Move beyond traditional EC2 to containerized deployments with Amazon ECS. Discover the power of containers and the complexity of managing two-dimensional scaling: both your instances AND your tasks.
Building Highly Available AWS Infrastructure: ECS with EC2 - Part 2
In Part 1, we built a solid foundation with Application Load Balancers, Auto Scaling Groups, and EC2 instances. You now have a highly available setup that can handle traffic spikes and instance failures.
But there's a problem: every time you deploy a new version of your application, you're deploying an entire EC2 instance. Want to run multiple services on the same infrastructure? You'll need to manage complex deployment scripts, port conflicts, and dependency isolation.
Enter Amazon Elastic Container Service (ECS)—AWS's container orchestration platform that changes the game entirely. In this article, we'll explore how ECS with the EC2 launch type gives you the power of containers while introducing a fascinating new challenge: two-dimensional scaling.
🐳 The Container Revolution
Before we dive into ECS, let's understand why containers matter.

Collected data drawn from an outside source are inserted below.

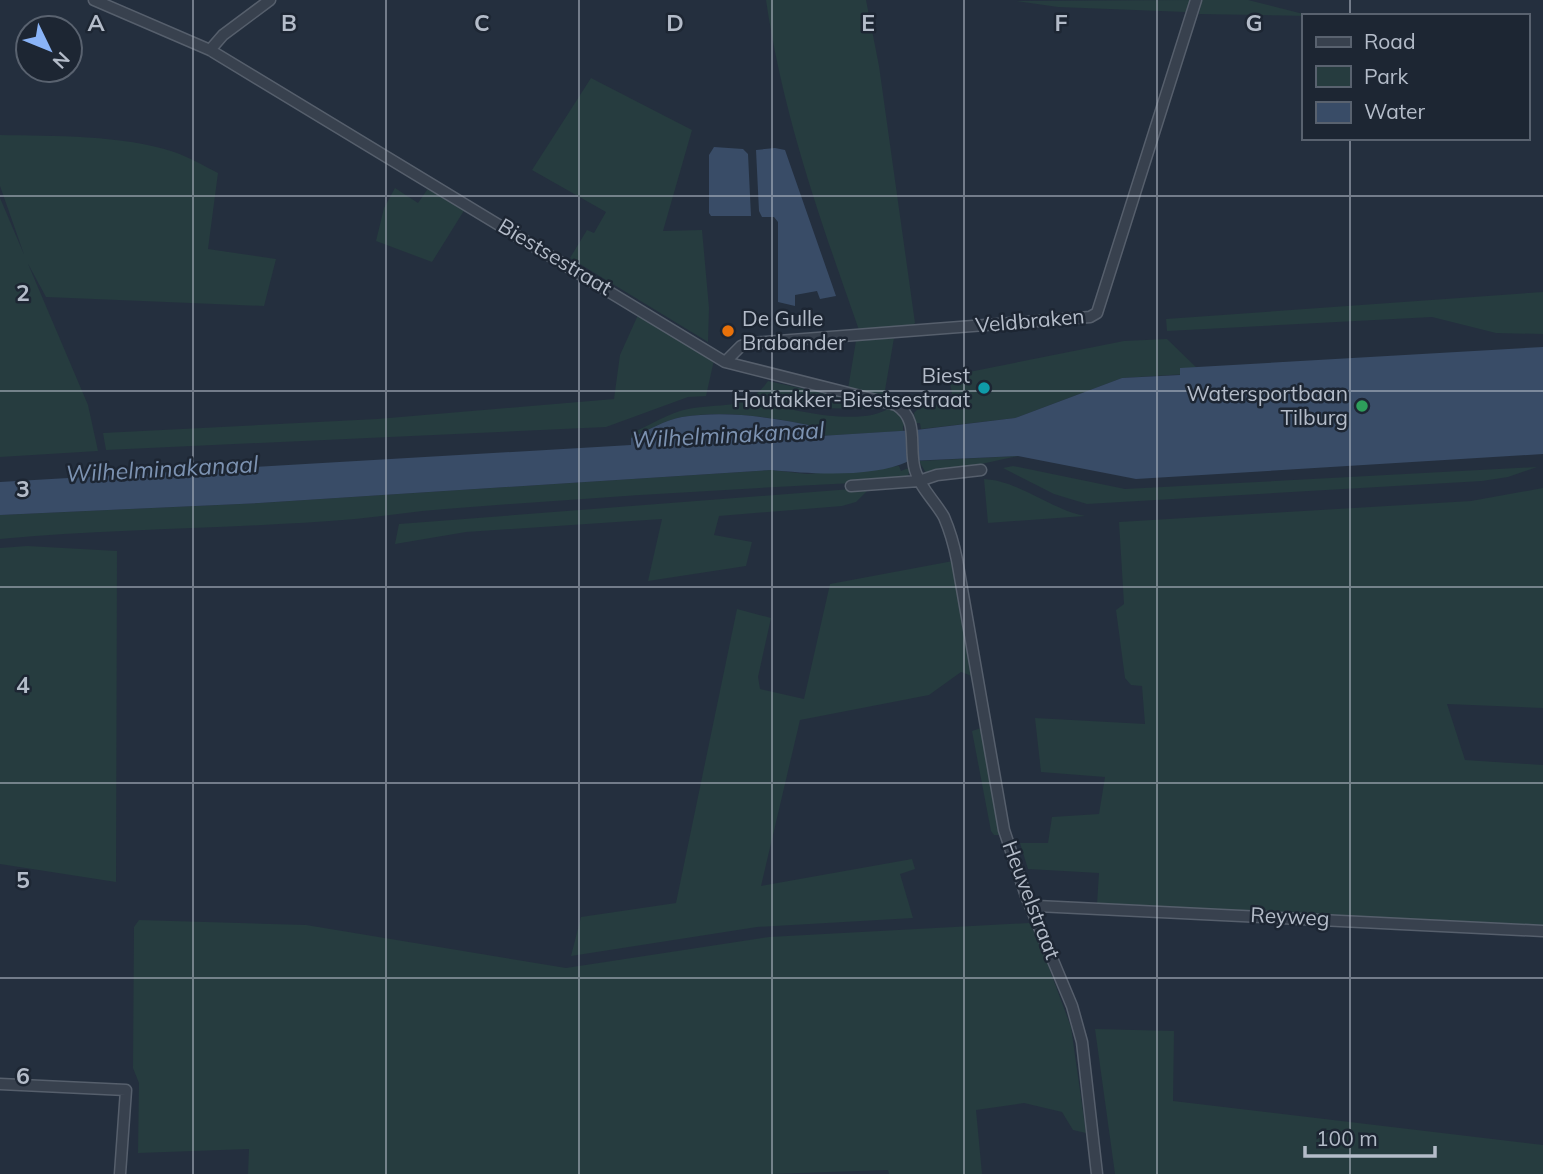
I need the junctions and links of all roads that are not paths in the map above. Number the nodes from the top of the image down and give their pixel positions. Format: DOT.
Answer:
graph roads {
  1 [pos="94,0"];
  2 [pos="270,0"];
  3 [pos="1196,0"];
  4 [pos="210,50"];
  5 [pos="725,362"];
  6 [pos="981,470"];
  7 [pos="919,481"];
  8 [pos="851,486"];
  9 [pos="952,541"];
  10 [pos="1037,906"];
  11 [pos="1543,930"];
  12 [pos="0,1084"];
  13 [pos="120,1174"];
  14 [pos="1097,1174"];
  1 -- 4 [label="street, Biestsestraat"];
  2 -- 4 [label="street"];
  3 -- 5 [label="street, Veldbraken"];
  4 -- 5 [label="street, Biestsestraat"];
  5 -- 7 [label="street, Biestsestraat"];
  6 -- 7 [label="street"];
  7 -- 8 [label="street"];
  7 -- 9 [label="street, Biestsestraat"];
  9 -- 14 [label="street, Heuvelstraat"];
  10 -- 11 [label="street, Reyweg"];
  12 -- 13 [label="street"];
}
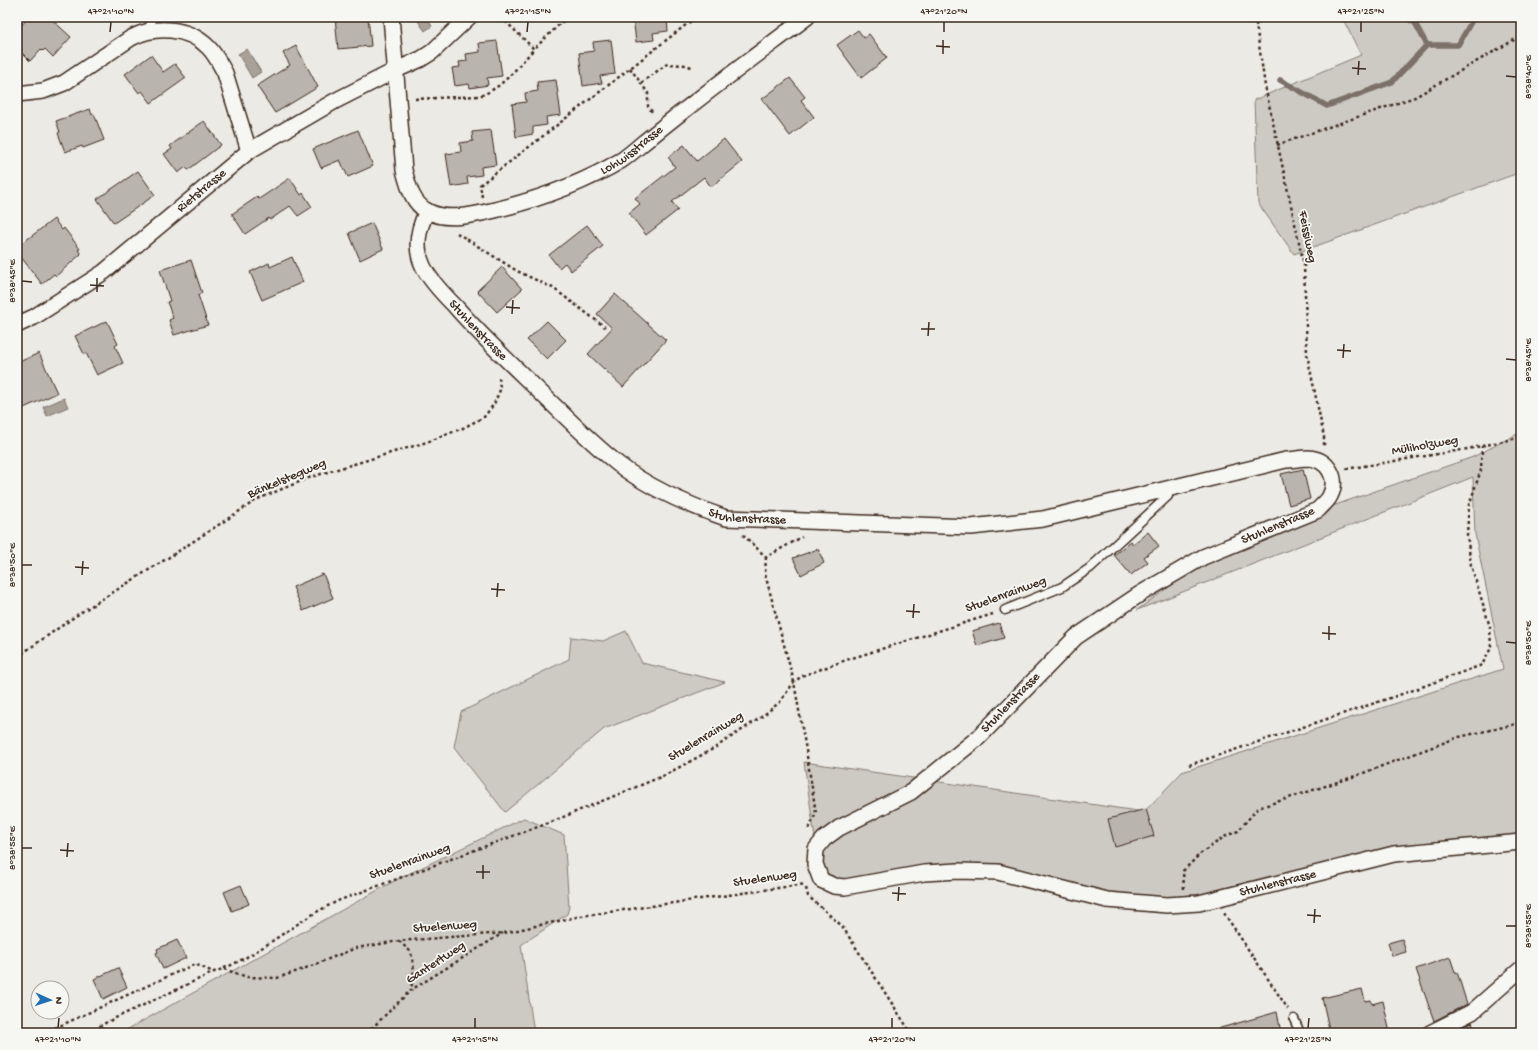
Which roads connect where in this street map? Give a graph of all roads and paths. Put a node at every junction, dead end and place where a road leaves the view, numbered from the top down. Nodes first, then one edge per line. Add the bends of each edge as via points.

Traditional Deployment (What We Did in Part 1)
EC2 Instance
├── Operating System
├── Python 3.11
├── Your App v1.0
├── Dependencies
└── Configuration
Deploy process: Build new AMI → Update launch template → Trigger instance refresh
Problems:
- Slow deployments (minutes to launch new instances)
- Large deployment units (entire OS + app)
- Difficult to run multiple apps on same instance
- Environment drift ("works on my machine")
Container Deployment
EC2 Instance (Container Host)
├── Operating System
├── Docker Runtime
└── Containers
├── Container 1: Web App v1.0
├── Container 2: API Service v2.3
└── Container 3: Background Worker v1.5
Deploy process: Build new Docker image → Update ECS task definition → Deploy new tasks
Benefits:
- Fast deployments (seconds to start a container)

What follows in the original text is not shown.